Print the lines that run from the line with "(30.rgb) 1252 444 326 35 I" to the line with "(NASTEPNY MECZ) 1268 691 T", keeping both end lines, exactly as they appear in the entries below, and nothing else.

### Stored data

———

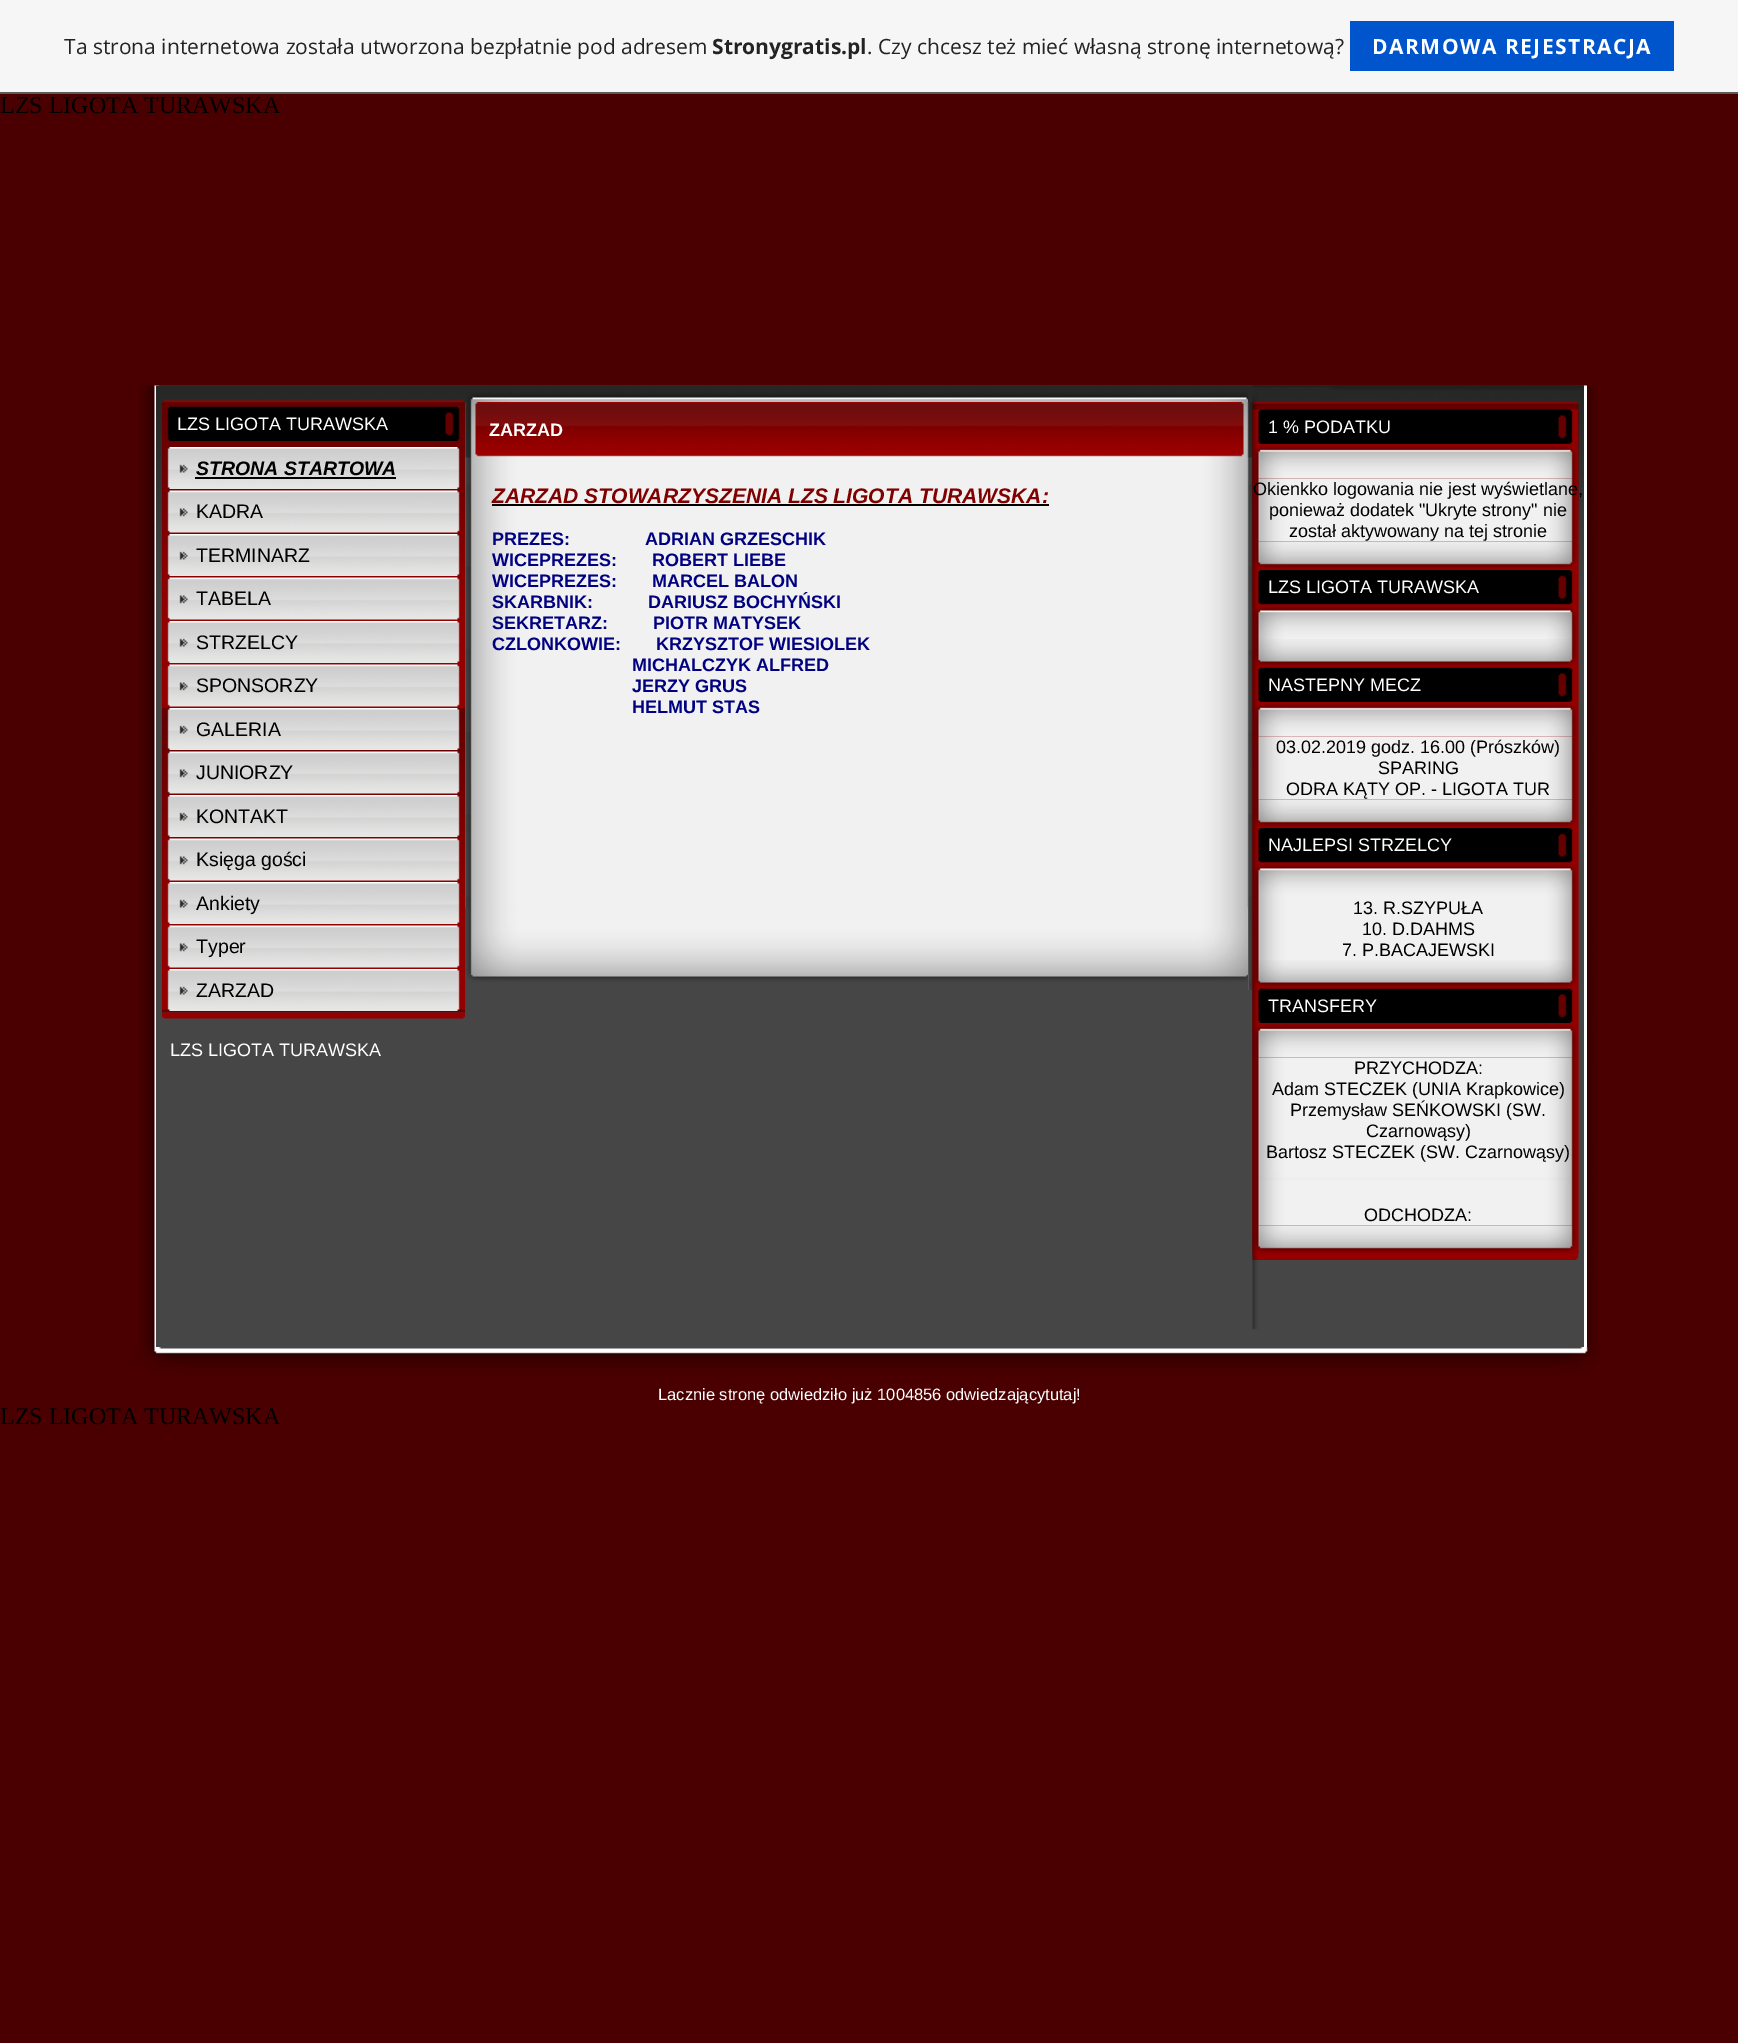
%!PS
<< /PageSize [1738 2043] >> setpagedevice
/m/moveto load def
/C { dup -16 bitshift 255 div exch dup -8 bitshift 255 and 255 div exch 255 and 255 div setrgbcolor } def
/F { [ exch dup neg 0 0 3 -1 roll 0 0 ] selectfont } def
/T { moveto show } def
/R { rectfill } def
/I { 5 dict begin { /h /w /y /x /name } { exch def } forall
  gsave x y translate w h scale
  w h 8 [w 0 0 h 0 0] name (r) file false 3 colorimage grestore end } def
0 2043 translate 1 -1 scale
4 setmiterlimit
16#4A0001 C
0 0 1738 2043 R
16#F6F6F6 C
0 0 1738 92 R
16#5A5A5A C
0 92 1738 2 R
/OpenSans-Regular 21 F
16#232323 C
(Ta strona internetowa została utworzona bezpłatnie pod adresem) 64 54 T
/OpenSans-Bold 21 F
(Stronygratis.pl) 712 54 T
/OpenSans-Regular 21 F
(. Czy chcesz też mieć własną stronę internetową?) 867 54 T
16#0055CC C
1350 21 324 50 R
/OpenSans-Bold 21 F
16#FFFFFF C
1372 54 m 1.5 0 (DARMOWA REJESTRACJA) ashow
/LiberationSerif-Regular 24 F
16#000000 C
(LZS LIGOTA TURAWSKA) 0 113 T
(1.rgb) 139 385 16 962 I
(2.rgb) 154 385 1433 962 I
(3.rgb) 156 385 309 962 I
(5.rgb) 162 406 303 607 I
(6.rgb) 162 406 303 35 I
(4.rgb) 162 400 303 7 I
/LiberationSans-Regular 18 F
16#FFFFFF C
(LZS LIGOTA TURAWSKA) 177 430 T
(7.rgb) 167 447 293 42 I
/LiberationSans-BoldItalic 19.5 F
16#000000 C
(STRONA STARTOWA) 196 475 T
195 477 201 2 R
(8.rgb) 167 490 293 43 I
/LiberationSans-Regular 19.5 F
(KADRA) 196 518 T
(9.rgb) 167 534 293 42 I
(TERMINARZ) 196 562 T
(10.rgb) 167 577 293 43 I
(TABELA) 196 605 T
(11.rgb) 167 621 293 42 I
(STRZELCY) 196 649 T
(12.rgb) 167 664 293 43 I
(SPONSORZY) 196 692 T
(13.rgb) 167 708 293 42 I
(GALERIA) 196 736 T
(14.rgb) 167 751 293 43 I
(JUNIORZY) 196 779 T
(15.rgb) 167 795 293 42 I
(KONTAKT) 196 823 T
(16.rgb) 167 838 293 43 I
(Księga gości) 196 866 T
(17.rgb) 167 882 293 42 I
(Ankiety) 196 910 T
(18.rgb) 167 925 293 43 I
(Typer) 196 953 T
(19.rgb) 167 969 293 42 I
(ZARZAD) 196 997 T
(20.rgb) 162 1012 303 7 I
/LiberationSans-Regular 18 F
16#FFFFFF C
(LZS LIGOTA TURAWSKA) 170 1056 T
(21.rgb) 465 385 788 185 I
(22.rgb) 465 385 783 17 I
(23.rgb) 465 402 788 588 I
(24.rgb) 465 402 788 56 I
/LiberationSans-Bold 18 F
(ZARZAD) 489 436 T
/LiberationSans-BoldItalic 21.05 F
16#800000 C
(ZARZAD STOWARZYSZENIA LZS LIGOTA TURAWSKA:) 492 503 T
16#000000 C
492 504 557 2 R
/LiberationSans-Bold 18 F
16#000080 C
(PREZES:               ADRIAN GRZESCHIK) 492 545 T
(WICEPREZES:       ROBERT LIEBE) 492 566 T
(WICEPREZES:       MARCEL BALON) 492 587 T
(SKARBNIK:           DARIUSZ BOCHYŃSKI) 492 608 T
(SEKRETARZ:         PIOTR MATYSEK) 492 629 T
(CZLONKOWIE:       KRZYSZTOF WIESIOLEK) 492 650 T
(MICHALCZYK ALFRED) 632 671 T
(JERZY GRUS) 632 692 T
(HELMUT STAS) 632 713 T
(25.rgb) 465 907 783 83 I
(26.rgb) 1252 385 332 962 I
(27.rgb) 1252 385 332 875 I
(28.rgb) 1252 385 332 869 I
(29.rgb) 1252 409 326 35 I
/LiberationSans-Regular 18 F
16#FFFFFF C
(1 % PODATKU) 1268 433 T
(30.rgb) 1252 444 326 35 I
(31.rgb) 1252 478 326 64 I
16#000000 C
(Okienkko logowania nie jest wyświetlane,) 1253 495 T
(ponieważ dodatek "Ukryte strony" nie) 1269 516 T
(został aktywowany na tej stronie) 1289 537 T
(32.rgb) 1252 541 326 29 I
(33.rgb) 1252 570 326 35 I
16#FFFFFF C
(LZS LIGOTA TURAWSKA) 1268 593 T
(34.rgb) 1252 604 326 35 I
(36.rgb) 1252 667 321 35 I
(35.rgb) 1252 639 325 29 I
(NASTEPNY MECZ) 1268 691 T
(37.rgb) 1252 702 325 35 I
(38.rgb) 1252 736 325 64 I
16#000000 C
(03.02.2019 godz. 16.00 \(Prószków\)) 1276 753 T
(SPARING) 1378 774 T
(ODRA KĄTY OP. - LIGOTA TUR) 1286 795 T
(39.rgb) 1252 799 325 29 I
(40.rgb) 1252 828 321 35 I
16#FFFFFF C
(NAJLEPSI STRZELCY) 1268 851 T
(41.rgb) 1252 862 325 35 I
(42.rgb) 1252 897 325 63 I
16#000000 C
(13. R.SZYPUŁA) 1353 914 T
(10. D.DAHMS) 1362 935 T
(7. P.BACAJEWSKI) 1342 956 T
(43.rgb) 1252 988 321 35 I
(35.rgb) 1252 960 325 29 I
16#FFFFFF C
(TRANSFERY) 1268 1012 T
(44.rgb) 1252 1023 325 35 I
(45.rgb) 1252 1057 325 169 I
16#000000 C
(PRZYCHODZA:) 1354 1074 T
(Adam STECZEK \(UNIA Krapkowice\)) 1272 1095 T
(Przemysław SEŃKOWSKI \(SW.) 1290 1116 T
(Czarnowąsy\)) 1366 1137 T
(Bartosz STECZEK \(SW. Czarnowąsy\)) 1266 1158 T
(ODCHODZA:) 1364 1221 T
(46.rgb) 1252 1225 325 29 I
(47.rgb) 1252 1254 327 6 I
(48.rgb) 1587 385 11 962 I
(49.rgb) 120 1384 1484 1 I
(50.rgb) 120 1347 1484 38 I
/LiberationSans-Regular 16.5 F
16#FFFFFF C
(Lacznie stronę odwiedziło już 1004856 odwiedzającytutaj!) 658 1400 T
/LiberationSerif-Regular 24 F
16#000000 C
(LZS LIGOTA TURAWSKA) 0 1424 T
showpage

———

### Answer for this exercise
(30.rgb) 1252 444 326 35 I
(31.rgb) 1252 478 326 64 I
16#000000 C
(Okienkko logowania nie jest wyświetlane,) 1253 495 T
(ponieważ dodatek "Ukryte strony" nie) 1269 516 T
(został aktywowany na tej stronie) 1289 537 T
(32.rgb) 1252 541 326 29 I
(33.rgb) 1252 570 326 35 I
16#FFFFFF C
(LZS LIGOTA TURAWSKA) 1268 593 T
(34.rgb) 1252 604 326 35 I
(36.rgb) 1252 667 321 35 I
(35.rgb) 1252 639 325 29 I
(NASTEPNY MECZ) 1268 691 T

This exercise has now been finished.